Posted by admin on Jun 8, 2011

There are four major risks of not saving adequately for your needs and future goals on your personal financial planning:

1. The probability of Social Security benefits that do not provide adequate money for long-term, or a lifestyle after retirement.
2. That exceed your expectations of life savings
3. The possibility of an unexpected major event in the economic life
4. The impact of inflation on your savings

Social Security

When thinking about retirement, many people think that Social Security payments will be based on your financial security. It is also true that this government program will continue to be part of the annual income of most retirees. But the reality is that Social Security will be a lot less money than many imagine.

Three factors are determined of how you receive Social Security:
• The number of years you worked and paid taxes
• The total amount of annual income (which will be adjusted for inflation)
• The age you have when you start receiving benefits (the minimum age for receiving Social Security benefits is usually 67 years for those born after 1960).

A typical worker earning $ 50,000 and retire with 65 years would receive $ 16,000 annual Social Security, that is, less than a third of his previous earnings. If you want to narrow the income gap between Social Security and what was used to winning, you should consider other sources.

You (or your spouse) might be lucky and receive a fixed pension from his/her previous work, which is a substantial difference. But, as ever more normal, employers that offer such pensions, seek to contribute to a tax-deferred account rather than promising a fixed amount. Then it's up the option of investing your money wisely and save on any tax-deferred plan (such as 401 (k)) or invest on your own for retirement.

Life expectancy

Most Americans began his professional life around 21 years and hope to retire at 65. Although there is obviously no guarantee of your own life expectancy when planning your finances, it is interesting that many Americans live to 85 or 90 years. This means that you must save and invest enough money for yourself for another 20 or 25 years after retirement.

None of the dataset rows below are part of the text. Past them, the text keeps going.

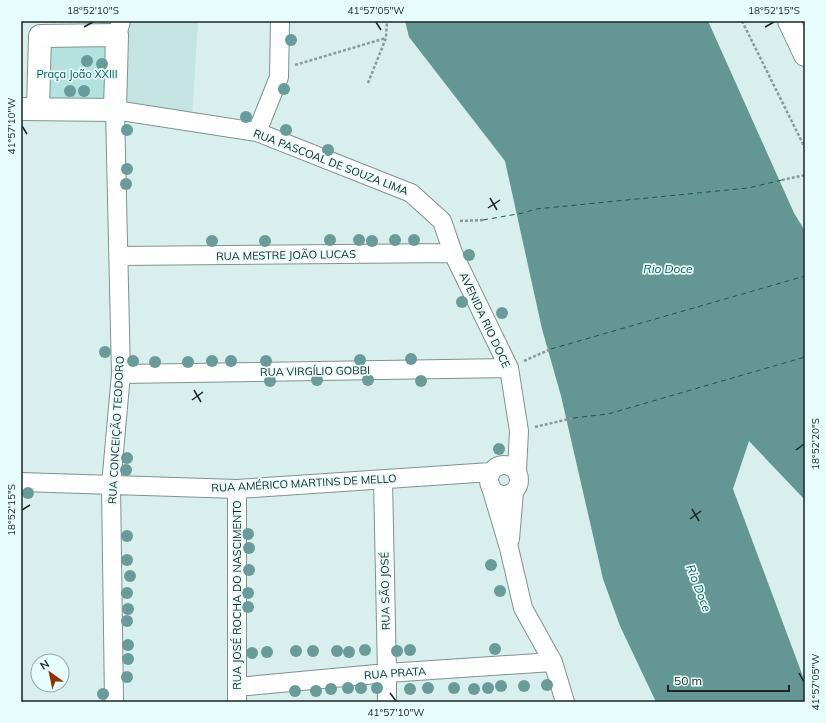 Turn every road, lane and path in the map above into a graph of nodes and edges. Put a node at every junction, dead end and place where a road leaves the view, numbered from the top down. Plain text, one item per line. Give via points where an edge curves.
1 (280, 21) edge
2 (387, 21) edge
3 (742, 21) edge
4 (789, 21) edge
5 (41, 28) edge
6 (119, 28) edge
7 (386, 38) junction
8 (805, 56) edge
9 (279, 69) junction
10 (30, 78) edge
11 (368, 83) dead end
12 (29, 109) edge
13 (115, 110) junction
14 (257, 132) junction
15 (805, 148) edge
16 (805, 175) edge
17 (782, 180) dead end
18 (483, 220) dead end
19 (442, 221) junction
20 (453, 253) junction
21 (119, 256) junction
22 (551, 349) dead end
23 (509, 368) junction
24 (121, 374) junction
25 (573, 418) dead end
26 (519, 431) junction
27 (516, 470) junction
28 (490, 478) junction
29 (383, 480) junction
30 (21, 482) edge
31 (111, 485) junction
32 (237, 489) junction
33 (514, 492) junction
34 (509, 548) junction
35 (553, 662) junction
36 (387, 672) junction
37 (237, 694) edge
38 (114, 702) edge
39 (387, 702) edge
40 (565, 702) edge

1 - 9 street
2 - 7 path
3 - 15 path
4 - 8 street
5 - 6 street
5 - 10 street
6 - 13 street
7 - 9 path
7 - 11 path
9 - 14 street via 279,77
10 - 12 street
12 - 13 street
13 - 14 street, RUA PASCOAL DE SOUZA LIMA
13 - 21 street, RUA CONCEIÇÃO TEODORO
14 - 19 street, RUA PASCOAL DE SOUZA LIMA via 412,193
16 - 17 path
18 - 19 path
19 - 20 street, AVENIDA RIO DOCE
20 - 21 street, RUA MESTRE JOÃO LUCAS
20 - 23 street, AVENIDA RIO DOCE
21 - 24 street, RUA CONCEIÇÃO TEODORO
22 - 23 path
23 - 24 street, RUA VIRGÍLIO GOBBI
23 - 26 street, AVENIDA RIO DOCE
24 - 31 street, RUA CONCEIÇÃO TEODORO
25 - 26 path
26 - 27 street, AVENIDA RIO DOCE
27 - 28 street via 506,464 500,465 495,468
27 - 33 street, AVENIDA RIO DOCE via 520,481
28 - 29 street, RUA AMÉRICO MARTINS DE MELLO
28 - 33 street via 492,490 497,493 509,495
28 - 34 street, AVENIDA RIO DOCE
29 - 32 street, RUA AMÉRICO MARTINS DE MELLO
29 - 36 street, RUA SÃO JOSÉ
30 - 31 street, RUA AMÉRICO MARTINS DE MELLO
31 - 32 street, RUA AMÉRICO MARTINS DE MELLO
31 - 38 street, RUA CONCEIÇÃO TEODORO
32 - 37 street, RUA JOSÉ ROCHA DO NASCIMENTO
33 - 34 street, AVENIDA RIO DOCE
34 - 35 street, AVENIDA RIO DOCE via 523,608
35 - 36 street, RUA PRATA
35 - 40 street, AVENIDA RIO DOCE
36 - 37 street, RUA PRATA
36 - 39 street, RUA SÃO JOSÉ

Unexpected major events or economic life

Are you financially prepared to withstand an unexpected event in life, such as loss of spouse, loss of a job, a long-term illness or loss of home due to a natural disaster? Would it have saved money to continue paying the monthly bills and you lose some or all of your income, or if you have accumulated huge unexpected costs? What if the economy or the markets change and retirement or pension plan maintained or your home loses value?

No savings or investments, an unexpected change in life can force you to quickly take tough decisions such as whether or not:
• to personal loans
• acquire significant debt and high potential for credit card interest
• acquire a second job and return to work or look for different types of jobs or income
• delay in important personal goals
• important assets such as selling the house which will not be able to afford your payments

Unfortunately it is often a significant event, a family member who is uninsured or has very low insurance and have a medical emergency, loss of a job or spouse, a workplace injury or car accident, can begin a rapid spiral into a debt that can have long term consequences, including bankruptcy. Have at least enough money saved to meet 6 months of expenses in the event of an emergency will give greater financial ability and flexibility to try to address the immediate financial challenges of this sudden change in life. It will also help reduce or avoid getting a debt to handle the crisis, which will reduce the financial impact on you or your family in a very difficult time.

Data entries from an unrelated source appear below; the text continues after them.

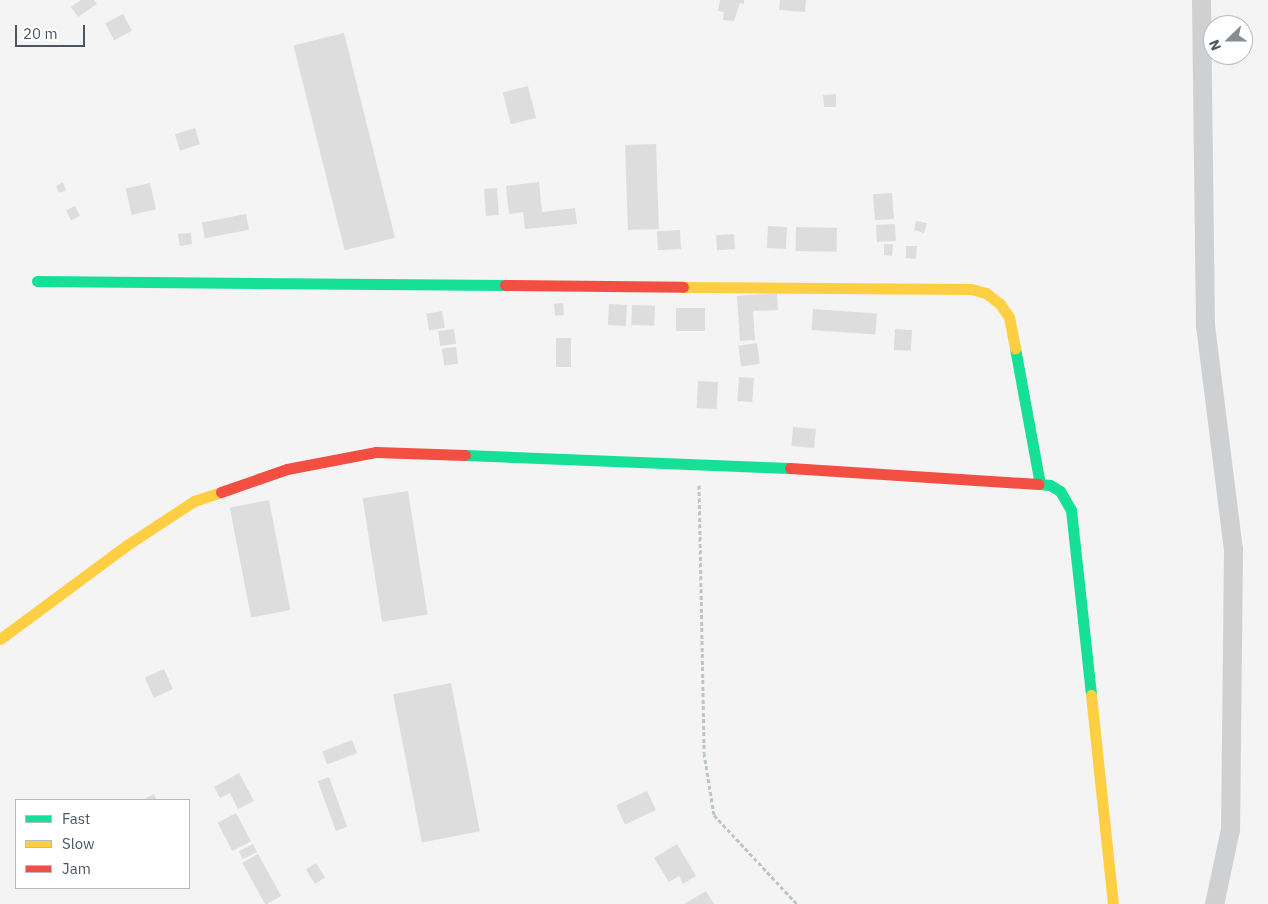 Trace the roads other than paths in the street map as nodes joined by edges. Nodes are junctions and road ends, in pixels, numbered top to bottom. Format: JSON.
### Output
{"nodes":[{"id":1,"x":1202,"y":0,"type":"edge"},
{"id":2,"x":37,"y":281,"type":"dead end"},
{"id":3,"x":1040,"y":484,"type":"junction"},
{"id":4,"x":0,"y":639,"type":"edge"},
{"id":5,"x":1113,"y":904,"type":"edge"},
{"id":6,"x":1214,"y":904,"type":"edge"}],
"edges":[{"from":1,"to":6,"type":"street"},
{"from":2,"to":3,"type":"street"},
{"from":3,"to":4,"type":"street"},
{"from":3,"to":5,"type":"street"}]}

The fact that markets and the economy always grows, as we have witnessed the most recent recessions in 2001 and in 2008-09, is a further reminder of the value of savings and investments plan from an early age.

Inflation

In this case, inflation can substantially reduce your savings. Do not despair, because inflation is inevitable, you can plan to prevent and compensate as it grows. When it comes to an investment plan or long-term savings, a good rule is to add a further money annually to cover the cost of inflation.